Elimi kalbime götürüp gözlerimi kapatarak sakinleşmeye çalıştım. Hemen muzip gülüşüyle bana bakan  Andrew'a döndüm.

"Karakter özelliklerin giderek kötüye gidiyor Maite. Yalancılıktan sonra hırsızlıkta da adını duyuruyorsun."

Hiç gülmeden ellerimi belime koydum ama fena halde gülmek geliyordu içimden. Yeniden böyle haylazlık yaptığını gördükçe içim içime sığmıyordu.

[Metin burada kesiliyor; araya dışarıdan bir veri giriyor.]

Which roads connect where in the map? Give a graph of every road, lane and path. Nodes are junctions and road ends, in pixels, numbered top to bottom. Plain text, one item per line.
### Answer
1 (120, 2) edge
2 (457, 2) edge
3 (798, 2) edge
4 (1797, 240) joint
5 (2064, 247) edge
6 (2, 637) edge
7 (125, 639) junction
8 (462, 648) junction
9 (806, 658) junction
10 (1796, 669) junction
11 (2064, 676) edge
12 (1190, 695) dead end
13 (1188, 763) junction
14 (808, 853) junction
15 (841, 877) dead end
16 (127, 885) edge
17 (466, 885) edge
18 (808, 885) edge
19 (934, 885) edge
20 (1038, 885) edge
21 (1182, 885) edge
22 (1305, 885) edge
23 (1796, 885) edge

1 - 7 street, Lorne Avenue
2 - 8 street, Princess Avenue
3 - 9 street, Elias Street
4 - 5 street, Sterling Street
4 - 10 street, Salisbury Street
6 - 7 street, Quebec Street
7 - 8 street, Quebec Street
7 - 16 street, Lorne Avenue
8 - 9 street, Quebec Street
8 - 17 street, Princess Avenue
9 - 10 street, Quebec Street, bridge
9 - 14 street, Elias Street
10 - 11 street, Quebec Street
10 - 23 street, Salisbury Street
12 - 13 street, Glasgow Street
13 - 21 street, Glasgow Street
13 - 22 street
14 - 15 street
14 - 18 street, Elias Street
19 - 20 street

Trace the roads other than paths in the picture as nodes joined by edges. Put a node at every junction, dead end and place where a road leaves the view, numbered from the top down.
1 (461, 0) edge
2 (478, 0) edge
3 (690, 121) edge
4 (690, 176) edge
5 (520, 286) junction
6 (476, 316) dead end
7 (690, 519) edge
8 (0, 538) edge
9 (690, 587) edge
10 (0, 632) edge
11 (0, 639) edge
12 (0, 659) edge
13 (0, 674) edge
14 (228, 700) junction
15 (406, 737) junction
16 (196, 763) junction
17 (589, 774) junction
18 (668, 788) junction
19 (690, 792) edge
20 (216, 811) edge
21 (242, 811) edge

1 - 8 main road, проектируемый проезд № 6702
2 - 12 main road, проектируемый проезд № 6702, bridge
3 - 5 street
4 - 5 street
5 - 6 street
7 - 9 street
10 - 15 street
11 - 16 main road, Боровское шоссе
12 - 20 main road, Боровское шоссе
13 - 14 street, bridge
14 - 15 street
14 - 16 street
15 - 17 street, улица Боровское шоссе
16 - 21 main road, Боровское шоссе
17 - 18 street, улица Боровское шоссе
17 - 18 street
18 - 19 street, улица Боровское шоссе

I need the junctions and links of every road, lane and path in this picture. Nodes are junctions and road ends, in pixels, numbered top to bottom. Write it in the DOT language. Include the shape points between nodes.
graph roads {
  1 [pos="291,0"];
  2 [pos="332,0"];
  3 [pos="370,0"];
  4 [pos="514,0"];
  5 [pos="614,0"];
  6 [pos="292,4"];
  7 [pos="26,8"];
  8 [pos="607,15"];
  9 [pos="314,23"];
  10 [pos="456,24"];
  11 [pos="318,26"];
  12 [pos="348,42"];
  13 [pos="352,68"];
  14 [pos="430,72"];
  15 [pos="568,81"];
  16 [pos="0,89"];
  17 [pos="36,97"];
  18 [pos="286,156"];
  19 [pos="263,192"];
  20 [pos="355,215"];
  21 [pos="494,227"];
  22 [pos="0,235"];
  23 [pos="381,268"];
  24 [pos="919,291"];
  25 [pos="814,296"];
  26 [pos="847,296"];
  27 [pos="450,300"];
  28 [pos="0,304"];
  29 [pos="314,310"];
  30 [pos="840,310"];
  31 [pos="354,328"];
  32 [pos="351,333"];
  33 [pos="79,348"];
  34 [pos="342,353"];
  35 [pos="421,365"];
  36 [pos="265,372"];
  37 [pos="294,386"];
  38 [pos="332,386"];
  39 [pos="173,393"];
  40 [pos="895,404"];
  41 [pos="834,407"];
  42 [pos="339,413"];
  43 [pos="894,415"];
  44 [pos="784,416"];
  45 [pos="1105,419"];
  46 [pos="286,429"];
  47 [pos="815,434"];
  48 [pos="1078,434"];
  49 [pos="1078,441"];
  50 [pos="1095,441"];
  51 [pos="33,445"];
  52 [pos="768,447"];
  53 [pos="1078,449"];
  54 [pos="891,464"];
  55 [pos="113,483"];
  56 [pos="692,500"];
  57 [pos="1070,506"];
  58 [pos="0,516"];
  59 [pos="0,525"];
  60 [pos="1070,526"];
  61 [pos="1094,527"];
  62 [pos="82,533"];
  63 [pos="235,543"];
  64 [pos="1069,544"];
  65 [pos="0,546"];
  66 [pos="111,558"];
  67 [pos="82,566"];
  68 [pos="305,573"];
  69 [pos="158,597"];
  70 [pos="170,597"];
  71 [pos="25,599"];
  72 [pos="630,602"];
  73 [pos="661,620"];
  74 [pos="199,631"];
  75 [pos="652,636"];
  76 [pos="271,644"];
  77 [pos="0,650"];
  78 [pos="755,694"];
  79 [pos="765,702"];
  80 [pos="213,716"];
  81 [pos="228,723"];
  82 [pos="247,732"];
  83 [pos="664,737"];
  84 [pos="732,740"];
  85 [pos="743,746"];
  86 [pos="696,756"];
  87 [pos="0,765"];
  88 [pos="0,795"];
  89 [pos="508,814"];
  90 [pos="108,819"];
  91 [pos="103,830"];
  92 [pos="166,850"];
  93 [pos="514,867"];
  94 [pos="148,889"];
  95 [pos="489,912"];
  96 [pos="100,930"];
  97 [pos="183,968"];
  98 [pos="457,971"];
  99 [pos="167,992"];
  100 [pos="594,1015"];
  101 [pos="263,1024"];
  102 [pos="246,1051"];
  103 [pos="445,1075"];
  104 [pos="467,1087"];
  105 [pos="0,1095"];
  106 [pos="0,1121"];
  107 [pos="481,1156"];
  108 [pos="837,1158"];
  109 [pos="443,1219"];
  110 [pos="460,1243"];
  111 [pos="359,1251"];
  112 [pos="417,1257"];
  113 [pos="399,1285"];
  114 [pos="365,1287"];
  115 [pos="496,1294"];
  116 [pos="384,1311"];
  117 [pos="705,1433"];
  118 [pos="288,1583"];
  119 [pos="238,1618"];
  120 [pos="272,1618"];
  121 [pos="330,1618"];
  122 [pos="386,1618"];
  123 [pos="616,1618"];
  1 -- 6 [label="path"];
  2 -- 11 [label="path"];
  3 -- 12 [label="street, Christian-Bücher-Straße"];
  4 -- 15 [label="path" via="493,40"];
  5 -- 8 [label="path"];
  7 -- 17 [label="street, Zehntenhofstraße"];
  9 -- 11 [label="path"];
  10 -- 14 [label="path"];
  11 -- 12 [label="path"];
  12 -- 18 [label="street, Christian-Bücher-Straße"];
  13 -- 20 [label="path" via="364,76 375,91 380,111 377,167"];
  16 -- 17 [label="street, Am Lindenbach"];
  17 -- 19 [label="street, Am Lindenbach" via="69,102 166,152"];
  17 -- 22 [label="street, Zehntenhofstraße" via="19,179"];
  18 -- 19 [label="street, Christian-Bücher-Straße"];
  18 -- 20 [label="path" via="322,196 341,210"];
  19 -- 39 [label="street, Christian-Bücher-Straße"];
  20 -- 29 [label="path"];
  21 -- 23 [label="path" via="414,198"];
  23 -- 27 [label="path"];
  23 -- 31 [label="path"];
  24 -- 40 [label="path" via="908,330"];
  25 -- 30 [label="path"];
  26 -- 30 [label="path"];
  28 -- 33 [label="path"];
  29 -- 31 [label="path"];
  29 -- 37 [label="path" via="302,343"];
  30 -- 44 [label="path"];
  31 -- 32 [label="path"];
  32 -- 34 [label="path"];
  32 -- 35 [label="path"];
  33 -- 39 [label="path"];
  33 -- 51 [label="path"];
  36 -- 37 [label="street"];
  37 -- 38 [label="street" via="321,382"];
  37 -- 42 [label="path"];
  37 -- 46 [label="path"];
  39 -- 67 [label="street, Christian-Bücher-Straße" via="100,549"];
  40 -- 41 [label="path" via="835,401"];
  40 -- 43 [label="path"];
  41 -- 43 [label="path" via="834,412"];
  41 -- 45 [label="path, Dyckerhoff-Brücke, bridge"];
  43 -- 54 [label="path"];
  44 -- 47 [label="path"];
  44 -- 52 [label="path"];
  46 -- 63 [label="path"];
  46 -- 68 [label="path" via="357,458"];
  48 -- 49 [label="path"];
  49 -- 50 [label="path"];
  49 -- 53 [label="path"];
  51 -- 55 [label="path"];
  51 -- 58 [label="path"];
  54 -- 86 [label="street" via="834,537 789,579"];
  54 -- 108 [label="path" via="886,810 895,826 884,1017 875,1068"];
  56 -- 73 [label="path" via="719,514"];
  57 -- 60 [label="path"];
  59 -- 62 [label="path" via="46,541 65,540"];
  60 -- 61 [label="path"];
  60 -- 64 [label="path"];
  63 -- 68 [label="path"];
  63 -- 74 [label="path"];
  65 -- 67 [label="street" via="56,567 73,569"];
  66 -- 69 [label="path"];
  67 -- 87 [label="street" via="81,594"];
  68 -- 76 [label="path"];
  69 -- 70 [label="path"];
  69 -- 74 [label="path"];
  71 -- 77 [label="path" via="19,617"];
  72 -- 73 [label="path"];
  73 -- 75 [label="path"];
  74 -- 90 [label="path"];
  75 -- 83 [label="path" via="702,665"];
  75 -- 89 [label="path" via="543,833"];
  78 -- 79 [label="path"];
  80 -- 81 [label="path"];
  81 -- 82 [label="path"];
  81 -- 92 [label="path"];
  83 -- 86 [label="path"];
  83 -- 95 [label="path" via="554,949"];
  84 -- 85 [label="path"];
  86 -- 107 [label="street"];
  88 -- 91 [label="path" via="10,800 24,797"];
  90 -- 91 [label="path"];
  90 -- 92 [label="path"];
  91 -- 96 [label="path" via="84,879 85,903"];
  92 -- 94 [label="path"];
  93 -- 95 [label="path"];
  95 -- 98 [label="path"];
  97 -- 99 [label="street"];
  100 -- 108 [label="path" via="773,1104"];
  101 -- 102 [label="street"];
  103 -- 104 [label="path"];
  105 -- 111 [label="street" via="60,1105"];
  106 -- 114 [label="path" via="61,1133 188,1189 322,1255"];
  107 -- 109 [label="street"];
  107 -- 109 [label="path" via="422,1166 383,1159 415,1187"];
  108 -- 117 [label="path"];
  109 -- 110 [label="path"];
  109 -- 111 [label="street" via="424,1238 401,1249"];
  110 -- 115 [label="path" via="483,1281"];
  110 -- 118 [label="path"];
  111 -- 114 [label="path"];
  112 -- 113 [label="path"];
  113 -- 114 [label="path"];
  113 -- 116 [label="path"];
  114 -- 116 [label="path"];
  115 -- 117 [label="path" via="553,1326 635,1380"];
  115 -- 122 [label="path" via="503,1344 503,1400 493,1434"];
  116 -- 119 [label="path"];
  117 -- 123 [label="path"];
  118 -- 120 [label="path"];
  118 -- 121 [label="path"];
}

"Sen iyi değilsin galiba, halüsinasyon görüyorsun" dedim umursamaz bakışlarla.

"Hemşireyi çağırsam iyi olur"

Ben anîden gelen gülmeyi bastıramayacağımı anlayınca hemen arkama dönüp sırıttım. Onun böyle bir derdi yoktu, kahkahalarla gülmeye başladı, onu bu hâlde görünce ben de daha fazla tutmadım kendimi.

"Yalan söylemeden önce delilleri karartsan daha inandırıcı olurdu"

Doğrulup, komodinin üzerine korkudan düşürdüğüm kutuyu işaret etti.

"Hiçbir fikrim yok.." dedim dudaklarımı büzerek. Attığı ikinci kahkaha epey gürültülü olmuştu. Gülmesinin yarasına verdiği acıdan suratını buruşturdu.

"Aah! Beni güldürme Maite..." dedi sızlanarak.

"Sen gülmeye bahane arıyorsun"

Andrew uyanalı iki gün oluyordu.

Uyanır uyanmaz tekrar uyumuş ancak akşama doğru uyanabilmişti. Camda bizi görünce ne olduğunu anlamaya çalışarak etrafına bakmış, hatırlayınca da karnının üstündeki sargılara dokunmuştu.

Yanına ancak saatler sonra girebildik. İlk koşan Emily olmuştu ama ona çekinerek bakıp kalmış, yanına gidemeyip odanın girişinde durmuştu. Biz hemen ardından girerken Andrew ona sabitlediği gözlerini bize çevirerek gülümsedi.

"Herkes buradaysa Antonio'nun peşinde kim var?" dedi hasta bir sesle gülümsemeye çalışarak.

Saatlerdir içimde tuttuğum tüm sıkıntıyı bir gülmeye sığdırarak bıraktım ve koşup dikkatlice elini tuttum.

O gece yanında kalmakta ısrar ettim, ertesi gece de Emily kalmıştı yanında ama şimdi ortalarda yoktu. Aslında Emily izinliydi. O mu Steve'den izin aldı, Steve mi ona izin verdi anlaşılamayan karmaşık bir an sonucu Emily izinli olmuş bulunuyordu.

"Maite, Emily nerede?" dedi Andrew etrafına bakarak.

"Ben de sana sormayı düşünüyordum, gece burada kalmadı mı?"